Il semble que le site soit baptisé Keramis (d’où l’appellation Manufacture de Keramis) dès cette époque. Cette appellation est un hommage aux potiers athéniens et sans doute une réponse à Etruria, le nom donné par Josiah Wedgwood au site de sa célèbre manufacture près de Stoke-On-Trent (GB).
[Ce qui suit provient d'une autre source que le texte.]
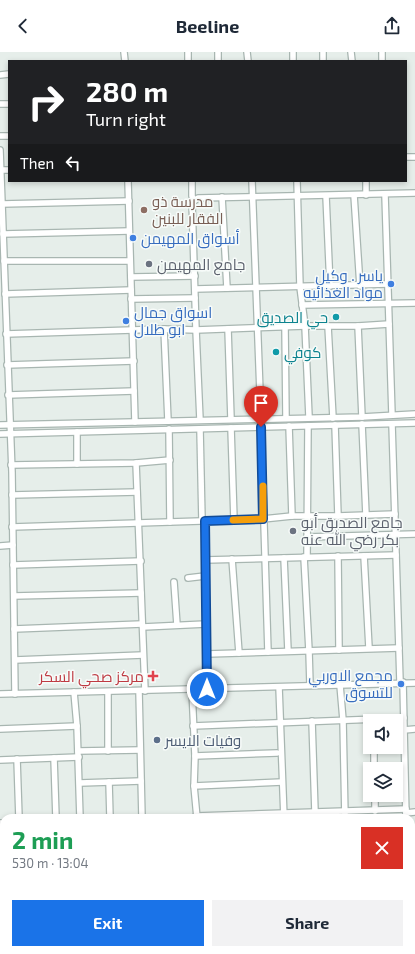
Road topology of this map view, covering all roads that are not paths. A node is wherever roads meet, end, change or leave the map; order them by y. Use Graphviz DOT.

La Manufacture Boch est, avec l’entreprise sidérurgique Boël (actuel Duferco La Louvière), à l’origine de la création de la Ville. L’emprise territoriale actuelle du site sur la cité témoigne de la violence du développement industriel dans une zone totalement rurale dans le premier tiers du XIXe siècle. La Louvière, à l’origine simple hameau de la commune de Saint-Vaast, est un cas très intéressant de ville champignon créée de toutes pièces pour les nécessités de telles entreprises. Boch fut durant son histoire à la pointe du progrès : le premier four tunnel continu au gaz a été inauguré en 1904, le premier en Europe ! Cette avancée technologique déclassa les fours au charbon aujourd’hui monuments historiques. L’histoire de l’entreprise est marquée par une course passionnante à la mécanisation des moyens de production. Gage de prospérité, la réussite qui l’accompagne permet dès lors de préserver des unités de production dédiées à la création artistique. Ces ateliers particuliers porteront successivement les noms de « Chambre de peintres », « Ateliers d’art » et « Studio d’art - La Louve ».

1985

Après un siècle et demi de prospérité, la Société est frappée par le déclin économique des bassins industriels wallons. Dans les années 1960, la production s’élève alors à 9.000 tonnes annuelles (4000 T pour la vaisselle et 5000 T pour la division sanitaires), Boch est alors, à tous points de vue, la plus importante industrie céramique belge. En 1985, une retentissante faillite survient. La manufacture, qui peine à retrouver la prospérité, change plusieurs fois de direction. Les anciens bureaux sont vendus et démolis au mépris du patrimoine qu’ils contiennent.

1998

La Ville de La Louvière initie un plan communal d’aménagement (PCA) pour la réhabilitation complète du site industriel de 16 ha et son insertion dans la trame urbaine. Il est envisagé que l’entreprise occupe des locaux mieux adaptés.

2003

Un arrêté ministériel du 25 août 2003 ordonne le classement de certaines parties de la manufacture, de trois fours bouteilles et du bâtiment qui les abrite, ainsi que l’atelier, situé au sud des fours bouteilles.

2008

Le 17 novembre 2008, frappée par la baisse générale de la consommation, les ventes chutent, l’entreprise éprouve des difficultés à payer un fournisseur et est placée sous concordat judiciaire pour 6 mois.

2009

Le 26 février, la faillite est prononcée, les ouvriers occupent l’usine. La photographe Véronique Vercheval témoigne de cette occupation. Elle publiera un recueil de portraits des derniers ouvriers. Au mois de juin, la manufacture est reprise par l’homme d’affaire bruxellois Patrick De Mayer. La plupart des ouvriers conservent leurs emplois.

2011

Malgré les promesses, le repreneur ne remet pas le personnel au travail. Les infrastructures sont démantelées sans réinvestissement. Le 07 avril 2011, la faillite est prononcée, les activités industrielles cessent définitivement. Les travailleurs sont spoliés. Ils se regroupent au sein de la Compagnie Maritime et montent une pièce de théâtre jouée pour la première fois au Palace à La Louvière en mars 2012.

2012

Le 1er mai, le Bourgmestre de la Ville de La Louvière annonce la création de l’Atelier Keramis, lieu de recherche et d’expérimentation dans le domaine de la céramique avec six résidences pour artistes, complémentaire au Centre Keramis. Un subside SAR de 3 millions d’euros est débloqué par la Wallonie.